The case follows Erica Mackey, CEO of early childhood education impact venture MyVillage, as she determines the growth path of the company after a recent fundraise. Particular issues explored include tensions between growth and mission, defining and measuring impact, and navigating interrelated areas of impact outside the core focus of an impact venture.
The EarthEnable case focuses on the challenges a social enterprise can face as it grows from a business plan in the classroom to a fully-fledged enterprise. Particular focus is placed on marketing strategy, sales strategy, and refining the business model.

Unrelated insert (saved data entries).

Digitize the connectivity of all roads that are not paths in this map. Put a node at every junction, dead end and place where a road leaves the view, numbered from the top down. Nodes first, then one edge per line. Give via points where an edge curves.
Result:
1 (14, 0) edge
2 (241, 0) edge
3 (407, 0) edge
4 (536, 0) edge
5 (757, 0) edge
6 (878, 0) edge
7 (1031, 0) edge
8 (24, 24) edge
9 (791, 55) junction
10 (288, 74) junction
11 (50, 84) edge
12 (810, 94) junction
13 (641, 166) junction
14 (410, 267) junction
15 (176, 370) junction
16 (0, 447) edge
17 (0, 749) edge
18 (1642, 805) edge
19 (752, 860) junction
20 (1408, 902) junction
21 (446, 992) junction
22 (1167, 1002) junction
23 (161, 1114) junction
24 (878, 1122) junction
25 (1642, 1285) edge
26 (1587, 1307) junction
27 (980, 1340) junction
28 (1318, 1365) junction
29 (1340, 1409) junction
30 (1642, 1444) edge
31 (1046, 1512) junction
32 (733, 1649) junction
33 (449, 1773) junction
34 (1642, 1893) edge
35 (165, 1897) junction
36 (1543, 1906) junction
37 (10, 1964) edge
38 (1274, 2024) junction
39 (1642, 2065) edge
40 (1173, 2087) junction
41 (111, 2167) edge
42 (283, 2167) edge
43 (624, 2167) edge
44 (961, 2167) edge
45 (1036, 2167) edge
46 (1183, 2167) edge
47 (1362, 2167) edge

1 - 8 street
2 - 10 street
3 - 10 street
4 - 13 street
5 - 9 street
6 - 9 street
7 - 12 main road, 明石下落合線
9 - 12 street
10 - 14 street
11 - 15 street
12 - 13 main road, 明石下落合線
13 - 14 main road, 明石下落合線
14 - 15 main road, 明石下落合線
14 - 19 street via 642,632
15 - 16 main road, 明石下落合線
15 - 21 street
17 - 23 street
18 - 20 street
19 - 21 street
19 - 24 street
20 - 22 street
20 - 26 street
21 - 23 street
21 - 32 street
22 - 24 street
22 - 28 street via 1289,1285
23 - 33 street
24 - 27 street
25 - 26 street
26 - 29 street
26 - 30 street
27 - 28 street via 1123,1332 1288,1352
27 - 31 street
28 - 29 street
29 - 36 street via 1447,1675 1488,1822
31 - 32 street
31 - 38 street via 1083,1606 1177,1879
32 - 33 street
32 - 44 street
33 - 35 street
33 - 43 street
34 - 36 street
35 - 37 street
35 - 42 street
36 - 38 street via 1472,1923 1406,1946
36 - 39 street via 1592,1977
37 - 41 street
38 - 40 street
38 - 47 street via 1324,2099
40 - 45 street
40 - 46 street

Near the end of 2008, Tyler Gage and Dan MacCombie enrolled in an entrepreneurship course at Brown University. During the class, they refined the business plan for Runa, a beverage company that would make drinks from guayusa, a little-known leaf that grew in the Amazon. Beyond the potential of the business to make money, the two believed in Runa's social mission―respecting the cultural traditions of Ecuadorian Kichwa communities, providing sustainable income streams to small farmers, and helping the Amazon rainforest thrive. Just months after delivering their final classroom presentation for Runa, Gage and MacCombie found themselves in Ecuador, pursuing the idea full time. "Runa: Driving Social Change through Passion and Profit" explores Gage and MacCombie's journey from class project to a fast-growing start-up. More specifically, the case explores the myriad challenges Gage and MacCombie faced in building Runa: raising money to launch the venture; establishing successful partnerships and overcoming deep-seated skepticism among Ecuadorian communities; building a supply chain from scratch; developing a successful go-to-market strategy; and maintaining their focus on social impact while simultaneously generating financial returns.

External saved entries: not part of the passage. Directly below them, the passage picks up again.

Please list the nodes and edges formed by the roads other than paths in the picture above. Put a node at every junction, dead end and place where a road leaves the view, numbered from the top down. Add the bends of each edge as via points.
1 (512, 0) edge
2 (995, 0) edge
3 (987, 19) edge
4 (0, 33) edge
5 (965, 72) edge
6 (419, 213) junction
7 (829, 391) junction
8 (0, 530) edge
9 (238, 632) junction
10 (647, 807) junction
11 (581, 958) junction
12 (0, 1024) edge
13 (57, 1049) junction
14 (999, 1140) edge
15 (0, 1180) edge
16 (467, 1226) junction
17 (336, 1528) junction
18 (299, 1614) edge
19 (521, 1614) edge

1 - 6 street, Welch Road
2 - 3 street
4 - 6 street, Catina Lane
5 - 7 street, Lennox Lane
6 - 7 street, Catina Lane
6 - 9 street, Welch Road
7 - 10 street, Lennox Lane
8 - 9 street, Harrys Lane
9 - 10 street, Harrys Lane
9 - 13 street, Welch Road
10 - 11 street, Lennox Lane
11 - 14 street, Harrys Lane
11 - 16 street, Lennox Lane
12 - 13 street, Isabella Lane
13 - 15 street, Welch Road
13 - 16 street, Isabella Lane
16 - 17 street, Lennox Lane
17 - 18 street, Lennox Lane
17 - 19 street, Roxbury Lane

The case follows Jim and Debbie Aung-Din Taylor, an American couple with backgrounds in international development, as they found and build Proximity Designs, a social enterprise in Myanmar. Initially, the Taylors are focused on redesigning the treadle pump for Myanmarese farmers, using design thinking and processes to formulate a pump that is affordable to their extremely impoverished target customers. However, the Taylors soon realize that they also need to build a distribution network in order to sell their products. Along the way, a natural disaster (Cyclone Nargis) and political reforms in the country create both new challenges and new opportunities for Proximity.
VisionSpring follows social entrepreneur Jordan Kassalow from his early career in public health through the founding of VisionSpring, an organization that sells eyeglasses to the rural poor in developing countries. The case describes how Kassalow becomes inspired and motivated by some of his early experiences as an optometry student and in public health. As Kassalow builds VisionSpring, the immense scaling challenges of distributing to "bottom of the pyramid" (BoP) customers are revealed. Initially, VisionSpring has dual goals of selling glasses and employing local workers. After testing for several years in India and El Salvador, VisionSpring makes a decision in 2008 to focus only on selling glasses and makes substantial changes in its business model and organization. The company also decides to conduct a quasi-experimental study to measure its impact on customers. Over the next several years, VisionSpring tests several different distribution models, and finds two that are promising. The case ends with the executive team pondering how best to scale these models to reach the 700 million BoP customers that could benefit from glasses in the world.